A few days ago, I found myself stewing after a conversation that didn’t go well. It wasn’t dramatic, just one of those interactions that leaves a little emotional residue. I knew it wasn’t helpful to replay it, looping the dialogue in my head, rewriting my part, wondering what I should have said instead. But there I was anyway, hours (maybe days?) later, still caught in the mental swirl.
The interesting part wasn’t the conversation. It was what happened after.
At some point in my rumination, a memory popped up. I remembered a podcast I’d listened to a while back with Dr. Judy Sedgeman. I really respect Judy’s work, and in that episode, she said something like, “When you’re in a low mood, the best thing you can do is distract yourself. Look out the window, go for a walk, shift your attention.”
That sounded reasonable. So I tried it. I went for a walk. I stared at the trees. I looked up at the sky with all the hope of someone trying to outsmart a bad mood.
But the thoughts came with me. It didn’t work. Or at least, it didn’t work the way I thought it should.
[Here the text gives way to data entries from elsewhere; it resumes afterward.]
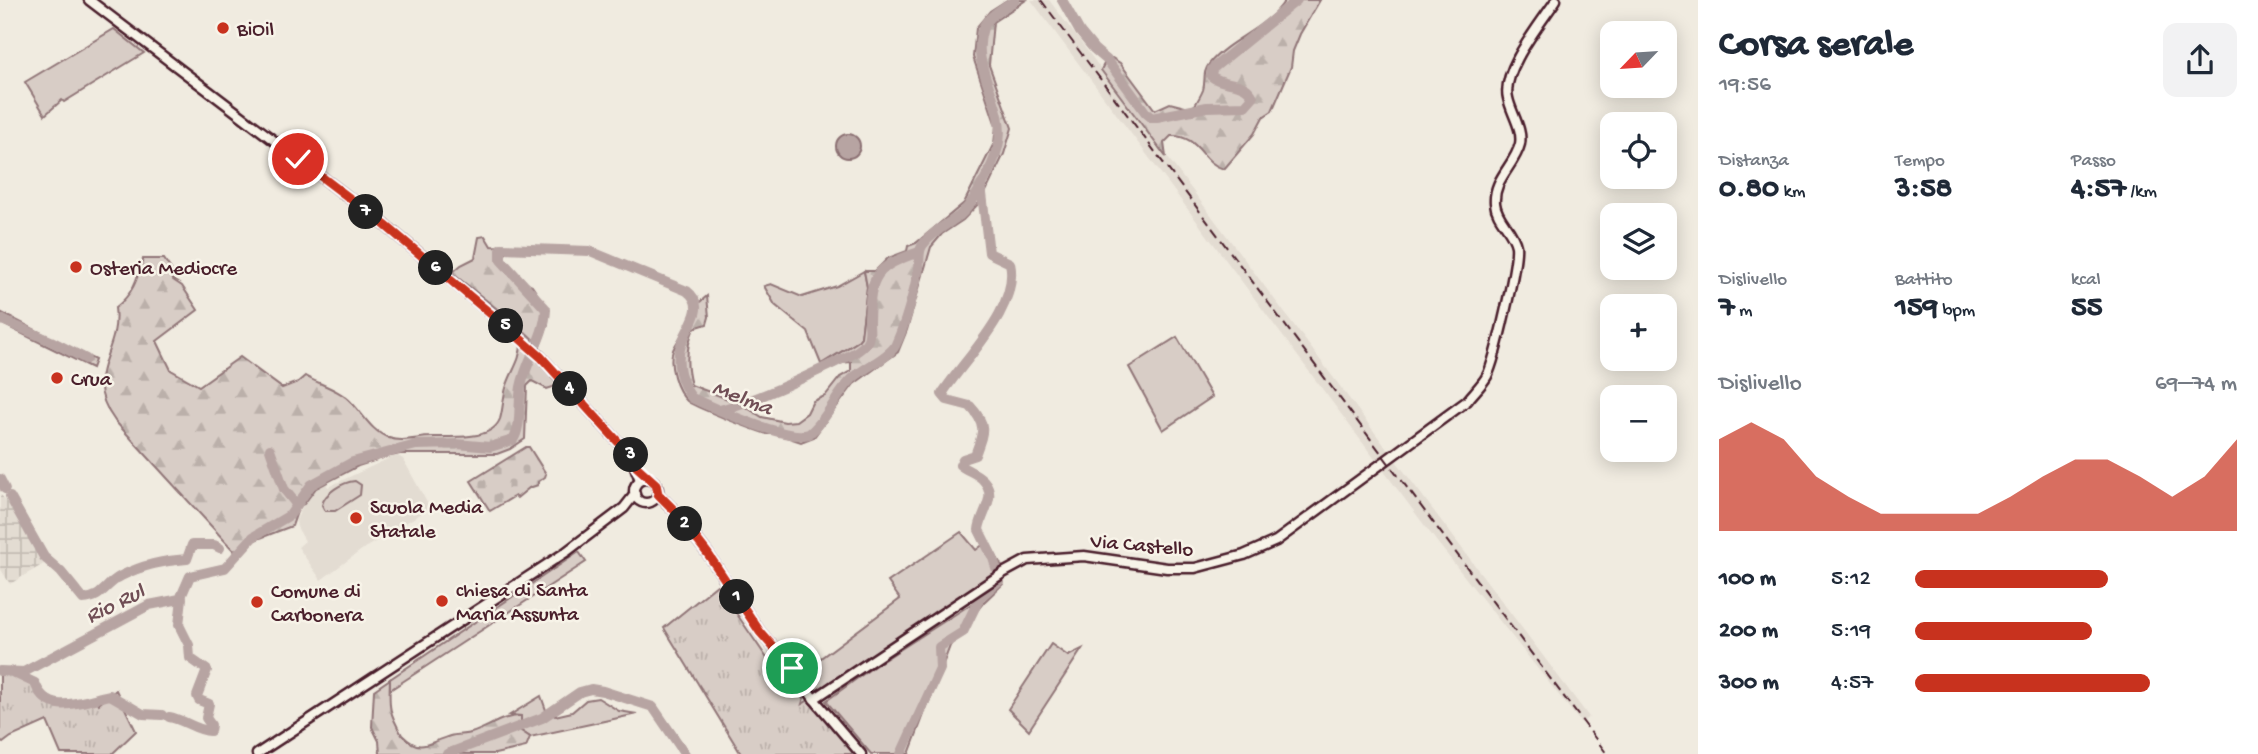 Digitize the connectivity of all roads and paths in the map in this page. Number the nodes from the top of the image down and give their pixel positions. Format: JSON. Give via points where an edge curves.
{"nodes":[{"id":1,"x":89,"y":0,"type":"edge"},
{"id":2,"x":1556,"y":0,"type":"edge"},
{"id":3,"x":644,"y":480,"type":"junction"},
{"id":4,"x":638,"y":498,"type":"junction"},
{"id":5,"x":659,"y":498,"type":"junction"},
{"id":6,"x":814,"y":699,"type":"junction"},
{"id":7,"x":257,"y":754,"type":"edge"},
{"id":8,"x":861,"y":754,"type":"edge"}],
"edges":[{"from":1,"to":3,"type":"street","via":[[385,225],[517,336],[631,456]]},
{"from":2,"to":6,"type":"street","name":"Via Castello","via":[[1506,86],[1520,144],[1497,187],[1495,201],[1516,247],[1510,292],[1488,375],[1466,401],[1276,541],[1195,568],[1107,558],[1027,560]]},
{"from":3,"to":4,"type":"street","via":[[635,486]]},
{"from":3,"to":5,"type":"street","via":[[657,486]]},
{"from":4,"to":5,"type":"street","via":[[648,503]]},
{"from":4,"to":7,"type":"street","via":[[523,581]]},
{"from":5,"to":6,"type":"street","via":[[708,554],[760,632]]},
{"from":6,"to":8,"type":"street"}]}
That’s when I started to see something.
I realized that I had misunderstood what Judy was pointing to. I took her wisdom as a strategy—something I needed to do in order to change my feeling state. But I don’t think that’s what she meant.
She wasn’t offering a technique. She was pointing to a truth:
That our moods and emotional states are created by thought, not by events.
And that when we’re caught up in a low mood, it’s because we’re caught up in thought.
Trying to fix a mood by distracting ourselves can look helpful, but if it’s coming from a place of urgency or resistance (“I need to get out of this”), we are just pouring more thought into the already roiling thought-storm.
The more I looked at it, the more I saw that my suffering was coming from two illusions working together:
I believed my feelings were coming from the event—the interaction itself—instead of from my thinking about it.
I believed I needed to do something to fix my mood or get back to clarity.
That’s what made it sticky.
But when I saw those illusions for what they were—thought-generated, innocent misunderstandings—something softened. Not immediately, but gently. The mental storm started to pass, not because I tried to change it, but because I stopped believing it needed changing.
Peace returned on its own. Like it always does.
What I'm learning (again and again):
Clarity isn’t something I have to chase.
Well-being doesn’t need to be restored. It was never gone.
And the mind, left alone, knows how to settle.
Sometimes we don’t need to distract ourselves.
We just need to stop arguing with the clouds.